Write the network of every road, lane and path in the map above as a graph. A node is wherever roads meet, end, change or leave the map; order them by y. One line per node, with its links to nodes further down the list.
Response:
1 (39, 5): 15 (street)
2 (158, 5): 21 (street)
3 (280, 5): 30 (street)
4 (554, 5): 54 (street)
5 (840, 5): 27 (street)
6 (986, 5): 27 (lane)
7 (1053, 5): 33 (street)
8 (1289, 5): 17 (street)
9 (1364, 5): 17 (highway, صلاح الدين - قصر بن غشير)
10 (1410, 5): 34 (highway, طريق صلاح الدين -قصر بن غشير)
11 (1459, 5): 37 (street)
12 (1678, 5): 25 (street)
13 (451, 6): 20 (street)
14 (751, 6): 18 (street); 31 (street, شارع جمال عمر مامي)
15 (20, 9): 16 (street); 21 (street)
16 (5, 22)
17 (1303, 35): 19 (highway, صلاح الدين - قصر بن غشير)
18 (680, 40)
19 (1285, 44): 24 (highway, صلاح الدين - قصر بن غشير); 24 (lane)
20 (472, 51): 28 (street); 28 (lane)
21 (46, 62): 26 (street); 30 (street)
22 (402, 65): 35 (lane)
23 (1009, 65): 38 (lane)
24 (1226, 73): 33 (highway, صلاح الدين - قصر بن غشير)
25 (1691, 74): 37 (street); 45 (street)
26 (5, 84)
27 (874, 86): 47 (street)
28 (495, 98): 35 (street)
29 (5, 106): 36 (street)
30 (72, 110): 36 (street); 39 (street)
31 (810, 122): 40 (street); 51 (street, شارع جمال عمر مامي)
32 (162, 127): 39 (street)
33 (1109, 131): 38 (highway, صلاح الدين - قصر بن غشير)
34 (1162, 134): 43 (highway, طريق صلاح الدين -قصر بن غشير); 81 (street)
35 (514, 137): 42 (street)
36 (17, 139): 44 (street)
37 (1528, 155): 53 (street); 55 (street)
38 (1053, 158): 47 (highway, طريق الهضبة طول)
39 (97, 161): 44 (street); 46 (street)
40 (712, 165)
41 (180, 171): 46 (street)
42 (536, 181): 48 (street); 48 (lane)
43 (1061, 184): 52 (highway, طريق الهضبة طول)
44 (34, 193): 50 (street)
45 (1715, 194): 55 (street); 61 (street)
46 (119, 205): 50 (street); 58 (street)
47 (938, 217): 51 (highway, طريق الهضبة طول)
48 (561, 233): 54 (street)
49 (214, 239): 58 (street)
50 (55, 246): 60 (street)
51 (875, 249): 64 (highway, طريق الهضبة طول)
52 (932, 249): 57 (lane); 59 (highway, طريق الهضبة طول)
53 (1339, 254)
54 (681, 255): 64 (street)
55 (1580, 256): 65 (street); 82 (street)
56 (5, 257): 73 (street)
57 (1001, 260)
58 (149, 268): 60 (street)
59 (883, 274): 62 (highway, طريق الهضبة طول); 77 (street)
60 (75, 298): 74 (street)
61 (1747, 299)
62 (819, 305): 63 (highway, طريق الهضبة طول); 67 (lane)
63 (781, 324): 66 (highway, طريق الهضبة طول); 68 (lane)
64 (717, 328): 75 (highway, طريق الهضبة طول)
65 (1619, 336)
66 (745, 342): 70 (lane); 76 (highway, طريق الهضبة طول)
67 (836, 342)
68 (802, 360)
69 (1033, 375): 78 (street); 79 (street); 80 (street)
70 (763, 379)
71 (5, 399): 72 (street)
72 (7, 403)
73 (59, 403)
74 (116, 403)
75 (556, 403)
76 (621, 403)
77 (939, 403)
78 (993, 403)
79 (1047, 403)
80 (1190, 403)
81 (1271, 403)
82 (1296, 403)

=======

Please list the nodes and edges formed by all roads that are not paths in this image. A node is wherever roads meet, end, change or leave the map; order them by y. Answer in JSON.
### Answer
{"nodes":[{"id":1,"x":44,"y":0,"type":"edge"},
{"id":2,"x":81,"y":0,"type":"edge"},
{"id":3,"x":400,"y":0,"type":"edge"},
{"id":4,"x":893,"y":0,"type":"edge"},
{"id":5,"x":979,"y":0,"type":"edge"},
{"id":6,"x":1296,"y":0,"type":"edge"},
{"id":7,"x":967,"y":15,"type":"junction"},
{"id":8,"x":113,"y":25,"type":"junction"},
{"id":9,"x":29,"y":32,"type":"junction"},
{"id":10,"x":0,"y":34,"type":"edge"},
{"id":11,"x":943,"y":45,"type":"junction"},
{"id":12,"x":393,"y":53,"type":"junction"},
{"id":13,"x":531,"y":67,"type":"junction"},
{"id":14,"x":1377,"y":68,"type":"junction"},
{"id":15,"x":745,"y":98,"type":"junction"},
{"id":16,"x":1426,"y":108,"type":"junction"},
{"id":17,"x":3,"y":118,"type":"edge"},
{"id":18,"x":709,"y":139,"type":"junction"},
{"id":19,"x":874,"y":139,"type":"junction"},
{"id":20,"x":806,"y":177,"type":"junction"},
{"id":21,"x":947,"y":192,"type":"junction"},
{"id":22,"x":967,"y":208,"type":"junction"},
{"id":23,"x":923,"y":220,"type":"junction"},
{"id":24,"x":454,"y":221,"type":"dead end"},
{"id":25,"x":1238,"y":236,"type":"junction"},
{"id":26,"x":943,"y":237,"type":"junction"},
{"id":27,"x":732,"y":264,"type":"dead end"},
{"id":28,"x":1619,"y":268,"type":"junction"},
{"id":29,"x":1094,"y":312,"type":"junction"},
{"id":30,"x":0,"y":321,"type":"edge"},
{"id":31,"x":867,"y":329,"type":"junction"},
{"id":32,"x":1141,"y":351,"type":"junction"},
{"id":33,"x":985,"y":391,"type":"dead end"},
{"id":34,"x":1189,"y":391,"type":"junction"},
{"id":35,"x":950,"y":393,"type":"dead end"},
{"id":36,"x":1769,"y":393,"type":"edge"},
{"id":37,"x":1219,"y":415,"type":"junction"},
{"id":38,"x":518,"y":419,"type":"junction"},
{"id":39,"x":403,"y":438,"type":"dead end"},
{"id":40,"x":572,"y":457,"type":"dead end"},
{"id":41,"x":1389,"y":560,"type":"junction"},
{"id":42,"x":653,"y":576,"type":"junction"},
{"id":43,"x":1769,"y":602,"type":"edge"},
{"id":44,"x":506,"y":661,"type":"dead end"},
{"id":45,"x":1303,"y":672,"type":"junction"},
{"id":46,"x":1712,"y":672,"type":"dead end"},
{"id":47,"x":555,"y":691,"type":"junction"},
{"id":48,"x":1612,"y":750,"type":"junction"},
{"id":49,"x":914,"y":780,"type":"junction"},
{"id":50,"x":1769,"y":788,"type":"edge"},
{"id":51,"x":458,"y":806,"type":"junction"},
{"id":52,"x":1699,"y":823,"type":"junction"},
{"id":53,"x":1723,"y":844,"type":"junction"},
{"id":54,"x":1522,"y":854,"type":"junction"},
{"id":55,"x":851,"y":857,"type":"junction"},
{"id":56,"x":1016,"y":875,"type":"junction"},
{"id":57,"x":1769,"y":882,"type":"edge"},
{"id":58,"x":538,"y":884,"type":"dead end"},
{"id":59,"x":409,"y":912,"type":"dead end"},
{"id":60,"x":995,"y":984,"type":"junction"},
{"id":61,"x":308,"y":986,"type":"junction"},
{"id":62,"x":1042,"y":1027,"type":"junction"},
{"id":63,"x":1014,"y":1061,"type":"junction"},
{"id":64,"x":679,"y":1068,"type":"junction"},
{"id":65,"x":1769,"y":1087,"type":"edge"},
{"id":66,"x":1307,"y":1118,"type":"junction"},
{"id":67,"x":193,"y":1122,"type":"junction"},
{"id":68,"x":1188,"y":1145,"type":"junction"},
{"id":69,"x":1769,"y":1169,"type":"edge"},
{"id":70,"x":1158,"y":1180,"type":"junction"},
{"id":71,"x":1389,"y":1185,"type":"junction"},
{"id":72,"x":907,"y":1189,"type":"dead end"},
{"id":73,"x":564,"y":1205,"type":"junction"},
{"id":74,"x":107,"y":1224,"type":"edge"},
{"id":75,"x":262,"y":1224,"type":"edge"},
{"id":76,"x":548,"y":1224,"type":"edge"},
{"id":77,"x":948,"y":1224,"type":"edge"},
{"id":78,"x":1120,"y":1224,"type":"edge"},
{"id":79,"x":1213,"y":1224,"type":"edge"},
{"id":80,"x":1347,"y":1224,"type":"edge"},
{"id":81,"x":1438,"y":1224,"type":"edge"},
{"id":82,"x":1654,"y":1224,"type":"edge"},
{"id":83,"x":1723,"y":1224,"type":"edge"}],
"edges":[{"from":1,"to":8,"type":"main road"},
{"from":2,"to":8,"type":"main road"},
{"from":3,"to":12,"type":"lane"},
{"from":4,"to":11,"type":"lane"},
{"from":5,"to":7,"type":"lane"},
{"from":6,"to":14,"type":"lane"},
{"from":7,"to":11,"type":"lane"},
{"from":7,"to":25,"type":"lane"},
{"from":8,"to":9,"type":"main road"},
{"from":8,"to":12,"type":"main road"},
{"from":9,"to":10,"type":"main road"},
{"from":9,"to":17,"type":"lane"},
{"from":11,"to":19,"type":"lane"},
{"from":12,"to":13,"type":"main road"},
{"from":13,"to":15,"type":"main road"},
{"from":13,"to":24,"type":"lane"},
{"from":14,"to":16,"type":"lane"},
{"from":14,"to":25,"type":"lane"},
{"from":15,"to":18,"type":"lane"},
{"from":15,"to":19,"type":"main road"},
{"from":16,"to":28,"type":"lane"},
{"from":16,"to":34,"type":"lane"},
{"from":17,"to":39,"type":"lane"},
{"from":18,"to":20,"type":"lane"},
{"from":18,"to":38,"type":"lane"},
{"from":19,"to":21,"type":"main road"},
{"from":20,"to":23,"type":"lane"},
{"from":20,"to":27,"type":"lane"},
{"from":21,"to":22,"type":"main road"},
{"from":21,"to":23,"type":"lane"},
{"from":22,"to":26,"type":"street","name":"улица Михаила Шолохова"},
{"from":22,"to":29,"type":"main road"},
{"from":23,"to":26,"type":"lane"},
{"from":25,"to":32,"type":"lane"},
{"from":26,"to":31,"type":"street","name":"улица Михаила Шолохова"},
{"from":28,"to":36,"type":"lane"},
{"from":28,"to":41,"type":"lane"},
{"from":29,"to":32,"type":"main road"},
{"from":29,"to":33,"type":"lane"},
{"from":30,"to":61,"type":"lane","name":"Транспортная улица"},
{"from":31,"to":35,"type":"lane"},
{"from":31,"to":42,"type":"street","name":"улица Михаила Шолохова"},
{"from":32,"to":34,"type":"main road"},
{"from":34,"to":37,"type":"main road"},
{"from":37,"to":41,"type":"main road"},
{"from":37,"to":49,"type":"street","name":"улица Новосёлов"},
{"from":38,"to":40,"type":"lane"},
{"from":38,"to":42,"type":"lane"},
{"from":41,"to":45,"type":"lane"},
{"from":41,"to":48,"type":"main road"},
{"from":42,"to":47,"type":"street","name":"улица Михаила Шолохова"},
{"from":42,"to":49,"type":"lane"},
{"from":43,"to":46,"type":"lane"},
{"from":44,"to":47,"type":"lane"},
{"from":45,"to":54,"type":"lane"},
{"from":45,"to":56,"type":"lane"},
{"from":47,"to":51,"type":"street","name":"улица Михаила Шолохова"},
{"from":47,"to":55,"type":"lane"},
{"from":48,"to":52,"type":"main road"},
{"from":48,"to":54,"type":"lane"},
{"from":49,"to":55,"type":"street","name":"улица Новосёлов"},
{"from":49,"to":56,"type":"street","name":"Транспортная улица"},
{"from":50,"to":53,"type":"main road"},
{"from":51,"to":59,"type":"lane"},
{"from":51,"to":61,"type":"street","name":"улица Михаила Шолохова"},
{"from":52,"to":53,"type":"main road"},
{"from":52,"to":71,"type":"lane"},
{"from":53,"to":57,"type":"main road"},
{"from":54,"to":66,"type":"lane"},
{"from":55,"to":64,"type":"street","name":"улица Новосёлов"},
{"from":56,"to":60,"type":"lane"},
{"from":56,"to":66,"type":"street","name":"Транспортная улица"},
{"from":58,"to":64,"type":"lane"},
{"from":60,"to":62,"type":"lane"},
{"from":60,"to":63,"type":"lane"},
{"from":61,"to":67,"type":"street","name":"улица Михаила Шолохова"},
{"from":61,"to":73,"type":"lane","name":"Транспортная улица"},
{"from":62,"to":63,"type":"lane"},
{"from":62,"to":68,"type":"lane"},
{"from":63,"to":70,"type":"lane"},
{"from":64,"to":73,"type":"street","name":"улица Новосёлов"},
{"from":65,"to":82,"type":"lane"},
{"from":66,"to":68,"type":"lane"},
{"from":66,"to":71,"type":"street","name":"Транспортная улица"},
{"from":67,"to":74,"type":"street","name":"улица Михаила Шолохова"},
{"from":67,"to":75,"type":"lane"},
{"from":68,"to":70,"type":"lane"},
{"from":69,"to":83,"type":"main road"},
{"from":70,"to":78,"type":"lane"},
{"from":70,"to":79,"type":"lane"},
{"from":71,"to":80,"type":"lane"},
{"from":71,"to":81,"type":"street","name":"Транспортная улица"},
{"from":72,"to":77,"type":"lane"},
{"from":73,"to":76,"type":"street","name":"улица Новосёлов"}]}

=======

* Activity *
Working through the records, copy each line in which the word "جمال" appears.

* Solution to the problem *
14 (751, 6): 18 (street); 31 (street, شارع جمال عمر مامي)
31 (810, 122): 40 (street); 51 (street, شارع جمال عمر مامي)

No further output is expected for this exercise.